# [What is required]
Your task is to retype every entry exactly while omitting the pictures.

# [Exercise inputs]
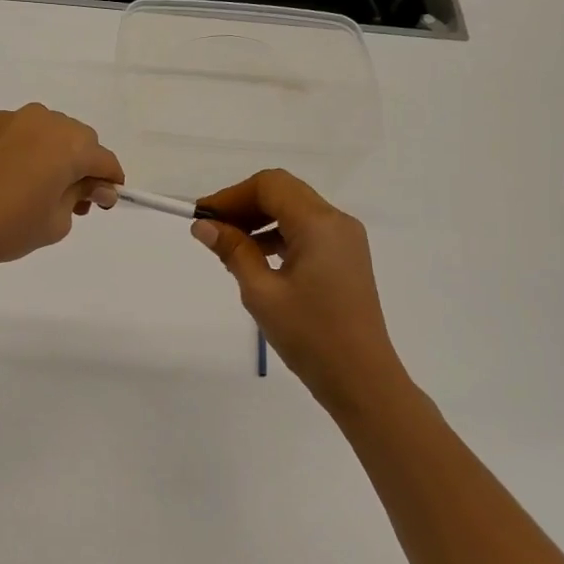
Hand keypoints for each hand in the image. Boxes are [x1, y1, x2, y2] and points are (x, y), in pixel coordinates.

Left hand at [0, 105, 124, 278]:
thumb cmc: (4, 228)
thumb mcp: (54, 222)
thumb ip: (80, 197)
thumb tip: (93, 186)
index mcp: (67, 143)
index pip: (103, 159)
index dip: (110, 182)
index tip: (104, 204)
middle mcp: (41, 121)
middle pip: (77, 139)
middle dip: (82, 167)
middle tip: (72, 202)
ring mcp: (8, 120)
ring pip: (45, 133)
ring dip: (52, 156)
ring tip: (38, 191)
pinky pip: (17, 135)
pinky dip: (24, 153)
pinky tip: (9, 181)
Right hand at [191, 169, 405, 411]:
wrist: (361, 378)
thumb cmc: (309, 335)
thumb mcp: (262, 292)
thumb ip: (233, 251)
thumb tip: (203, 226)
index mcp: (319, 224)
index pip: (270, 185)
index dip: (232, 195)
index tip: (203, 218)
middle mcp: (337, 222)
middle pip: (283, 193)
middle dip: (244, 205)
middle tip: (211, 231)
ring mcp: (345, 240)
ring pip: (295, 211)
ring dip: (260, 220)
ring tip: (228, 248)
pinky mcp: (346, 258)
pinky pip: (307, 232)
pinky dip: (278, 236)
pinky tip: (255, 259)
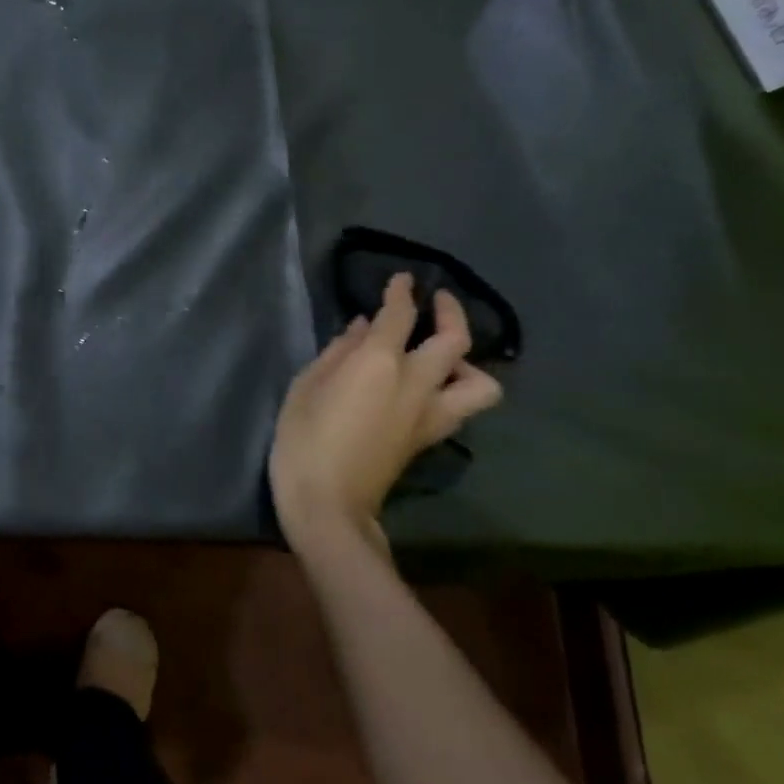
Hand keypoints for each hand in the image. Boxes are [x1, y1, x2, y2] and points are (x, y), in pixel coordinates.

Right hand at [270, 274, 502, 556]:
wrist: (328, 503)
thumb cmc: (303, 439)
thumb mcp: (306, 386)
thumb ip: (337, 352)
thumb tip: (360, 328)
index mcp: (378, 363)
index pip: (400, 314)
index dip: (401, 292)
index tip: (401, 280)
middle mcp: (415, 382)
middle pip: (455, 339)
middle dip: (450, 312)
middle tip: (437, 302)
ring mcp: (430, 414)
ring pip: (480, 382)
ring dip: (468, 362)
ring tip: (442, 358)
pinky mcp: (430, 438)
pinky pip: (461, 407)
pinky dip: (455, 390)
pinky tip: (428, 388)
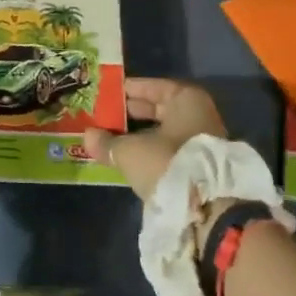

# [Task result]
Hand keypoints for each hand in the image. Boxes are [x1, y1, x2, y2] and points are (x, y), in pixel coordinates.

Left hand at [0, 105, 124, 278]:
thumb cmc: (4, 228)
thumb mcp: (54, 222)
thumb ip: (80, 197)
thumb tip: (93, 186)
index mcp: (67, 143)
index pip: (103, 159)
index dip: (110, 182)
index tip: (104, 204)
middle mcp: (41, 121)
middle pip: (77, 139)
middle dip: (82, 167)
middle tip: (72, 202)
ring mcp: (8, 120)
ring pip: (45, 133)
ring dip: (52, 156)
ring tip: (38, 191)
pinky pip: (17, 135)
pinky dip: (24, 153)
pinky tip: (9, 181)
Right hand at [191, 169, 405, 411]:
wrist: (361, 378)
thumb cmc: (309, 335)
thumb mcp: (262, 292)
thumb ip: (233, 251)
thumb tip: (203, 226)
index mcp: (319, 224)
index pip: (270, 185)
index dip: (232, 195)
index tip: (203, 218)
middle mcp: (337, 222)
middle pip: (283, 193)
middle dip: (244, 205)
middle tip: (211, 231)
ring mcp: (345, 240)
ring pip: (295, 211)
ring dip: (260, 220)
ring tip: (228, 248)
pinky mcp: (346, 258)
pinky pip: (307, 232)
pinky dip: (278, 236)
pinky tip: (255, 259)
Hand keypoints for each hand in the image. Boxes are [x1, y1, x2, y2] and points are (x, y), in pixel coordinates.

Right hand at [270, 274, 502, 556]:
wrist: (328, 503)
thumb cmc: (303, 439)
thumb mcp: (306, 386)
thumb ip: (337, 352)
thumb tip: (360, 328)
index mcp: (378, 363)
index pip: (400, 314)
index dip: (401, 292)
index tip: (401, 280)
middle mcp: (415, 382)
middle pip: (455, 339)
middle dip: (450, 312)
middle tip: (437, 302)
ring mcp: (430, 414)
ring pip: (480, 382)
ring dip: (468, 362)
ring tip: (442, 358)
pinky mcp: (430, 438)
pinky pip: (461, 407)
pinky dip: (455, 390)
pinky tip: (428, 388)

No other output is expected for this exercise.